Task to complete:
Write out only the tail of the records, beginning at the line containing "Which roads connect" and including the last line, exactly as written.

Records shown:

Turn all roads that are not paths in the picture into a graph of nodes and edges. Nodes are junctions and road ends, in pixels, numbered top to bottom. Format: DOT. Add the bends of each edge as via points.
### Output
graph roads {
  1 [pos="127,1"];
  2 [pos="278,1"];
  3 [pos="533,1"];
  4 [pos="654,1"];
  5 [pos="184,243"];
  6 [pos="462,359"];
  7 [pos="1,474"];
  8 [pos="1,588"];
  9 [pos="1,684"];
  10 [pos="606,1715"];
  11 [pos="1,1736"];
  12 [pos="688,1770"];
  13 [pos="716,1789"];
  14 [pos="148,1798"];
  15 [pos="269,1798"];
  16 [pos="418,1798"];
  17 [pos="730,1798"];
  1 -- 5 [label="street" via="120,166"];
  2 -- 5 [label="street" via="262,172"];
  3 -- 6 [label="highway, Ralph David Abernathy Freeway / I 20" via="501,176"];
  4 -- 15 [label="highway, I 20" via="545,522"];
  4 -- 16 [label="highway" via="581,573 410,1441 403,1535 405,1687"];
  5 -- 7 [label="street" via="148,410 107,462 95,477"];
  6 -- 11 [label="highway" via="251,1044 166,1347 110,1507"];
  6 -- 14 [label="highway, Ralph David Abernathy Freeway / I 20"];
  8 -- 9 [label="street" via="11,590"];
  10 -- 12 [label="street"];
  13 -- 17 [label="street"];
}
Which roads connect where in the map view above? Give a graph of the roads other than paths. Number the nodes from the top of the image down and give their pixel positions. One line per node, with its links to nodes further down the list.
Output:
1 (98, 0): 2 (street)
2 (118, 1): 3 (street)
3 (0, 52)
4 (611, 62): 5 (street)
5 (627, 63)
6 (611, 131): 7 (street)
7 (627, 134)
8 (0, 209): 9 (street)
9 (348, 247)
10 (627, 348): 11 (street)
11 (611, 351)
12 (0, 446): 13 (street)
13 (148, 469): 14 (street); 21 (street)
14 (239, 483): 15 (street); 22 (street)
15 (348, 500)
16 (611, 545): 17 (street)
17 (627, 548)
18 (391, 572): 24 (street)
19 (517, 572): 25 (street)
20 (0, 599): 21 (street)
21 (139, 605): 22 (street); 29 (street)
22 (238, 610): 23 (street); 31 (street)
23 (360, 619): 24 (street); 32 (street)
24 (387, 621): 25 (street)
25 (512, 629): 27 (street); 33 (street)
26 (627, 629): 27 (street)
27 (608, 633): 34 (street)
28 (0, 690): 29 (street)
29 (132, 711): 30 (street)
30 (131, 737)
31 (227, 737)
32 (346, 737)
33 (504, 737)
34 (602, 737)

Expected answer:
Which roads connect where in the map view above? Give a graph of the roads other than paths. Number the nodes from the top of the image down and give their pixel positions. One line per node, with its links to nodes further down the list.
Output:
1 (98, 0): 2 (street)
2 (118, 1): 3 (street)
3 (0, 52)
4 (611, 62): 5 (street)
5 (627, 63)
6 (611, 131): 7 (street)
7 (627, 134)
8 (0, 209): 9 (street)
9 (348, 247)
10 (627, 348): 11 (street)
11 (611, 351)
12 (0, 446): 13 (street)
13 (148, 469): 14 (street); 21 (street)
14 (239, 483): 15 (street); 22 (street)
15 (348, 500)
16 (611, 545): 17 (street)
17 (627, 548)
18 (391, 572): 24 (street)
19 (517, 572): 25 (street)
20 (0, 599): 21 (street)
21 (139, 605): 22 (street); 29 (street)
22 (238, 610): 23 (street); 31 (street)
23 (360, 619): 24 (street); 32 (street)
24 (387, 621): 25 (street)
25 (512, 629): 27 (street); 33 (street)
26 (627, 629): 27 (street)
27 (608, 633): 34 (street)
28 (0, 690): 29 (street)
29 (132, 711): 30 (street)
30 (131, 737)
31 (227, 737)
32 (346, 737)
33 (504, 737)
34 (602, 737)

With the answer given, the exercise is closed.